LAWS(SC)-1969-10-58

CHOUDHARY JAWAHARLAL Vs. STATE OF MADHYA PRADESH

Decided On October 30, 1969
CHOUDHARY JAWAHARLAL Appellant
V/S
STATE OF MADHYA PRADESH Respondents

JUDGEMENT

(1.) This appeal is by certificate grated by the High Court of Madhya Pradesh under Article 133 (1) (a) of the Constitution of India against its judgment and decree by which it reversed the judgment and decree of the Addl. District Judge, Ambikapur. The High Court held that the claim of the appellant on the promissory note executed by the Maharaja of Surguja - an erstwhile Ruler whose State was merged in Madhya Pradesh, could not be enforced against the 1st Respondent the State of Madhya Pradesh because after the cession of the erstwhile State, the new State had not expressly or impliedly undertaken to meet that liability. In other words, the plea of 'an act of State' raised by the 1st respondent was accepted.

(2.) The circumstances in which the suit was filed by the appellants and the array of parties may now be stated. Appellants 1, 2, 3 and deceased Hira Lal were brothers and members of a joint Hindu family. Appellant 4 is the wife of Hira Lal, appellants 5 to 7 are his sons and appellant 8 is the grandson. All these appellants along with appellants 1 to 3 constitute a joint Hindu family which was carrying on business of construction of buildings under the name and style of Hira Lal and Bros at Ambikapur in the erstwhile State of Surguja.
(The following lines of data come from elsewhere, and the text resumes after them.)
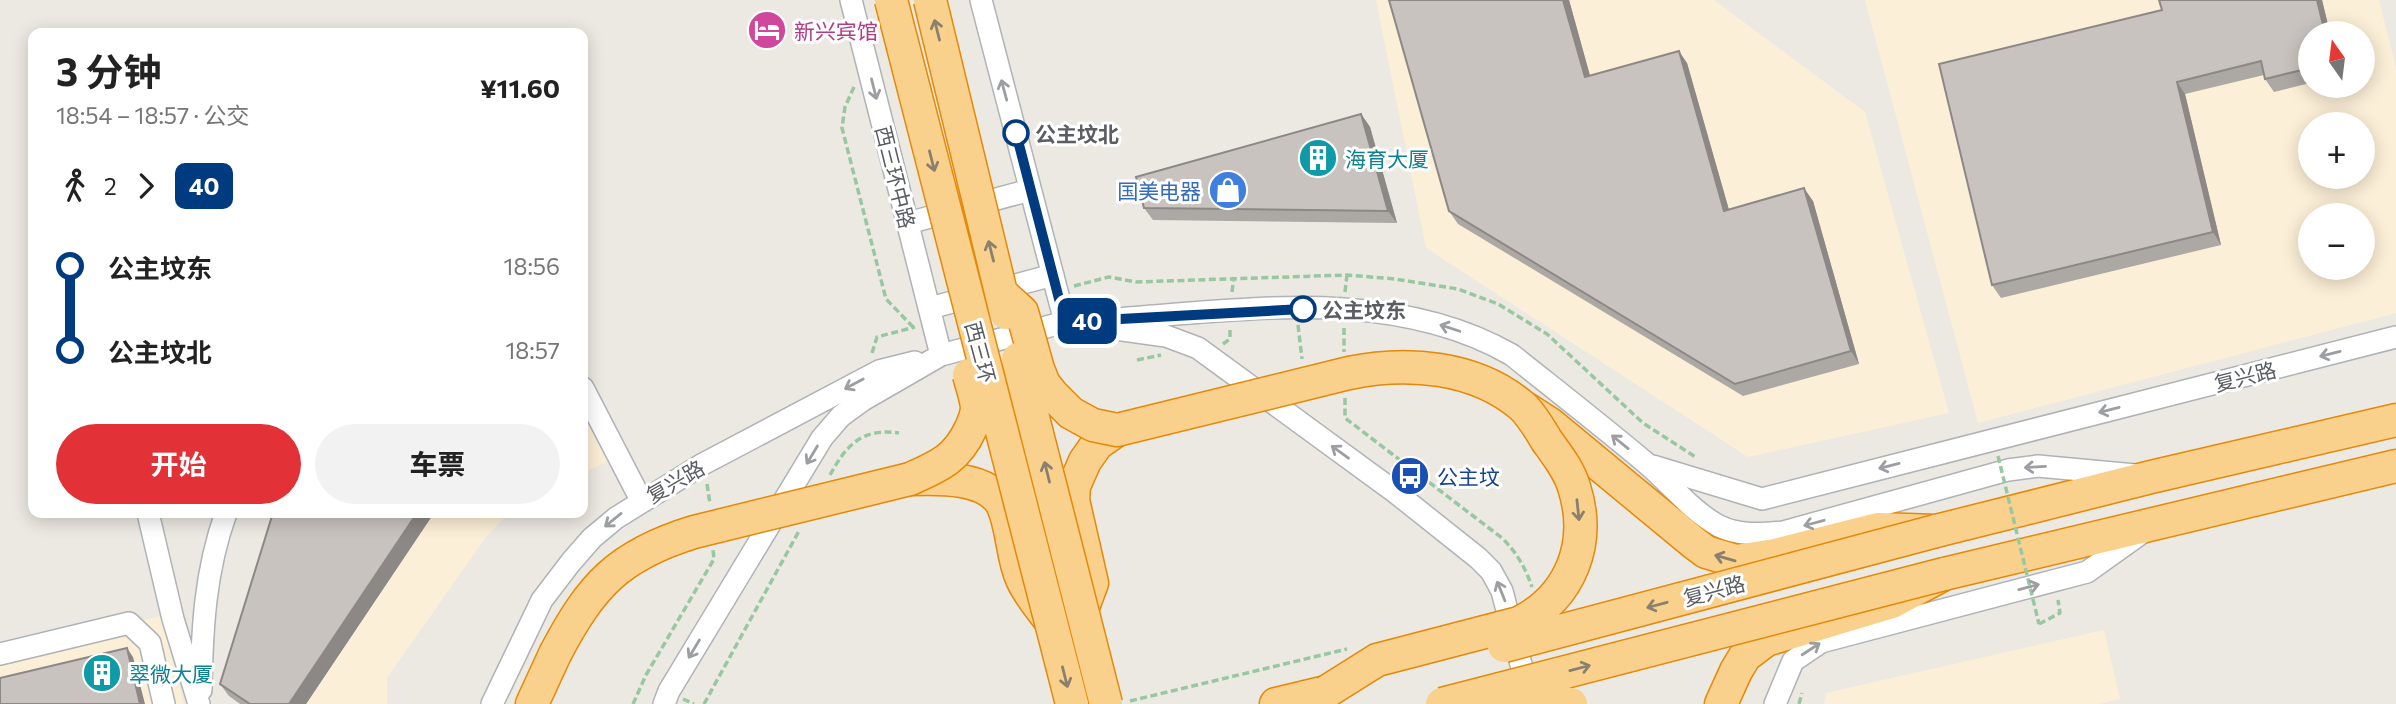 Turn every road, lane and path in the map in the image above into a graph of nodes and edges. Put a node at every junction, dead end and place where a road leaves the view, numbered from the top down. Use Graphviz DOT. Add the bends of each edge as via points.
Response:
graph roads {
  1 [pos="851,0"];
  2 [pos="891,0"];
  3 [pos="930,0"];
  4 [pos="981,0"];
  5 [pos="866,59"];
  6 [pos="1030,190"];
  7 [pos="908,223"];
  8 [pos="1053,275"];
  9 [pos="1296,276"];
  10 [pos="1001,293"];
  11 [pos="968,302"];
  12 [pos="930,309"];
  13 [pos="1065,322"];
  14 [pos="2396,337"];
  15 [pos="941,355"];
  16 [pos="1171,356"];
  17 [pos="1137,360"];
  18 [pos="588,398"];
  19 [pos="1524,408"];
  20 [pos="2396,420"];
  21 [pos="1117,430"];
  22 [pos="899,433"];
  23 [pos="1998,456"];
  24 [pos="1699,460"];
  25 [pos="704,464"];
  26 [pos="1648,464"];
  27 [pos="2396,466"];
  28 [pos="2151,477"];
  29 [pos="828,479"];
  30 [pos="910,479"];
  31 [pos="640,500"];
  32 [pos="710,511"];
  33 [pos="149,518"];
  34 [pos="224,518"];
  35 [pos="2155,524"];
  36 [pos="802,526"];
  37 [pos="1936,531"];
  38 [pos="713,547"];
  39 [pos="1944,574"];
  40 [pos="2054,580"];
  41 [pos="1082,610"];
  42 [pos="1052,623"];
  43 [pos="1354,647"];
  44 [pos="0,654"];
  45 [pos="555,654"];
  46 [pos="1326,692"];
  47 [pos="1802,693"];
  48 [pos="164,704"];
  49 [pos="200,704"];
  50 [pos="492,704"];
  51 [pos="533,704"];
  52 [pos="552,704"];
  53 [pos="632,704"];
  54 [pos="664,704"];
  55 [pos="705,704"];
  56 [pos="1072,704"];
  57 [pos="1106,704"];
  58 [pos="1118,704"];
  59 [pos="1276,704"];
  60 [pos="1442,704"];
  61 [pos="1518,704"];
  62 [pos="1531,704"];
  63 [pos="1571,704"];
  64 [pos="1721,704"];
  65 [pos="1775,704"];
  66 [pos="1798,704"];
  1 -- 5 [label="street, 西三环中路"];
  2 -- 11 [label="highway, 西三环, one-way, bridge"];
  10 -- 3 [label="highway, 西三环, one-way, bridge"];
  6 -- 4 [label="street, one-way"];
  5 -- 7 [label="street, 西三环中路, one-way"];
  5 -- 15 [label="path" via="842,117 852,168 886,299"];
  6 -- 7 [label="street"];
  6 -- 8 [label="street"];
  7 -- 12 [label="street, 西三环中路"];
  8 -- 12 [label="street"];
  8 -- 13 [label="street"];
  9 -- 24 [label="path" via="1395,278 1458,289 1498,304 1546,334 1643,423"];
  10 -- 21 [label="highway, bridge" via="1022,312 1038,369 1052,394 1071,413 1093,425"];
  41 -- 10 [label="highway, 西三环, one-way, bridge"];
  11 -- 30 [label="highway, bridge" via="959,334 976,417 953,456"];
  11 -- 42 [label="highway, 西三环, bridge"];
  12 -- 15 [label="street, 西三环中路"];
  13 -- 15 [label="street"];
  26 -- 13 [label="street, 复兴路, one-way" via="1512,355 1489,341 1432,322 1344,309"];
  62 -- 13 [label="street, one-way" via="1503,591 1478,558 1198,348 1166,336"];
  14 -- 26 [label="street, 复兴路, one-way" via="1762,499"];
  15 -- 25 [label="street, 复兴路, one-way" via="879,371"];
  15 -- 54 [label="street, one-way" via="863,400 822,438"];
  16 -- 17 [label="path"];
  18 -- 31 [label="street"];
  19 -- 21 [label="highway, bridge" via="1469,378 1406,366 1359,371"];
  37 -- 19 [label="highway, one-way, bridge" via="1878,528 1756,559 1720,557 1694,543 1550,424"];
  19 -- 46 [label="highway, one-way, bridge" via="1563,464 1578,502 1578,548 1560,592 1519,623 1377,660"];
  20 -- 28 [label="highway, 复兴路"];
  21 -- 41 [label="highway" via="1097,444 1074,486 1073,500 1092,583"];
  22 -- 29 [label="path" via="874,433 852,443"];
  23 -- 40 [label="path, bridge" via="2039,624 2060,613"];
  25 -- 31 [label="street, 复兴路"];
  25 -- 32 [label="path"];
  28 -- 26 [label="street, 复兴路, one-way" via="2038,466 2008,470 1783,532 1759,534 1720,526"];
  27 -- 35 [label="highway, 复兴路"];
  28 -- 37 [label="highway, 复兴路"];
  30 -- 42 [label="highway, bridge" via="975,484 1003,505 1022,579"];
  30 -- 45 [label="highway, bridge" via="694,532 641,552 611,574 585,603"];
  31 -- 50 [label="street, 复兴路, one-way" via="592,538 549,590"];
  33 -- 49 [label="street" via="173,619"];
  34 -- 49 [label="street" via="202,620"];
  35 -- 39 [label="highway, 复兴路"];
  35 -- 40 [label="street, 复兴路" via="2087,572"];
  36 -- 55 [label="path"];
  37 -- 46 [label="highway, 复兴路, one-way, bridge"];
  38 -- 53 [label="path" via="714,559"];
  60 -- 39 [label="highway, 复兴路, one-way, bridge"];
  39 -- 64 [label="highway, bridge" via="1892,602 1766,640 1745,656"];
  65 -- 40 [label="street, 复兴路, one-way" via="1793,661 1821,642"];
  41 -- 57 [label="highway, 西三环, bridge"];
  42 -- 56 [label="highway, 西三环, one-way, bridge"];
  43 -- 58 [label="path"];
  44 -- 48 [label="street" via="129,623 150,643"];
  45 -- 51 [label="highway"];
  45 -- 52 [label="highway"];
  46 -- 59 [label="highway, 复兴路"];
  47 -- 66 [label="path"];
  61 -- 63 [label="highway, bridge"];
} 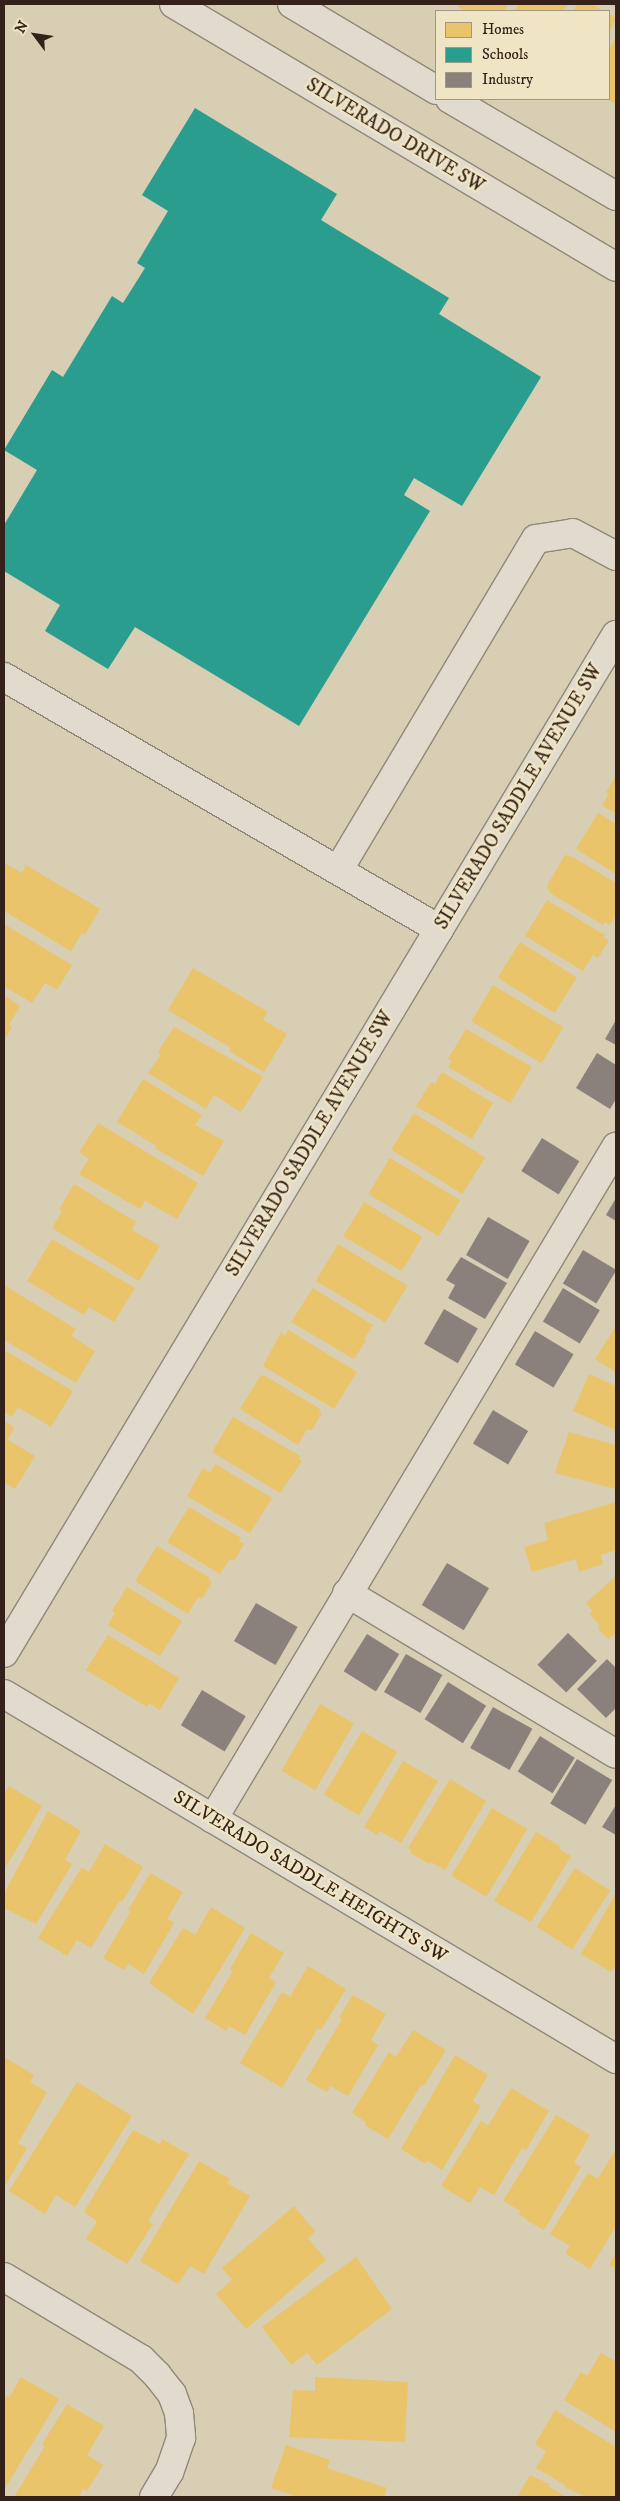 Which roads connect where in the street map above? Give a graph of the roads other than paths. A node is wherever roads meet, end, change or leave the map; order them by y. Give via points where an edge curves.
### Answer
1 (174, 4) edge
2 (292, 4) edge
3 (435, 89) edge
4 (452, 100) edge
5 (616, 196) edge
6 (616, 267) edge
7 (616, 556) edge
8 (616, 635) edge
9 (4, 677) edge
10 (338, 869) junction
11 (439, 929) junction
12 (616, 1147) edge
13 (347, 1593) junction
14 (4, 1653) edge
15 (4, 1694) edge
16 (616, 1754) edge
17 (213, 1819) junction
18 (616, 2059) edge
19 (4, 2277) edge
20 (154, 2497) edge

1 - 6 street, SILVERADO DRIVE SW
2 - 3 street
4 - 5 street
7 - 10 street via 573,533 536,539
8 - 11 street, SILVERADO SADDLE AVENUE SW
9 - 10 street
10 - 11 street
11 - 14 street, SILVERADO SADDLE AVENUE SW
12 - 13 street
13 - 16 street
13 - 17 street
15 - 17 street, SILVERADO SADDLE HEIGHTS SW
17 - 18 street, SILVERADO SADDLE HEIGHTS SW
19 - 20 street via 141,2360 172,2394 179,2413 181,2438 169,2472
The allegations in the suit filed by the appellant against the respondent State was that they had constructed buildings of the District Court and the Secretariat at Ambikapur in 1936. The work was completed but in so far as payment was concerned, there was difference of opinion about the measurements etc. but ultimately it was decided to pay to the appellants Rs. 80,000/- on account of the said construction and accordingly the Maharaja of Surguja, 2nd respondent, executed a promisory note in favour of the appellants on 27-9-1947 for Rs. 80,000/- with interest @ Rs. 3/- per annum. Thereafter the Madhya Pradesh Government took over the administration of the State of Surguja on 1-1-1948 after the merger of the Chattisgarh State and consequently the Court building as well as Secretariat building were taken possession of by the Government. When the appellants claimed the money from the State of Madhya Pradesh, it neither accepted the claim nor paid them. The appellants after giving a notice under S. 80 of the Code of Civil Procedure filed a suit.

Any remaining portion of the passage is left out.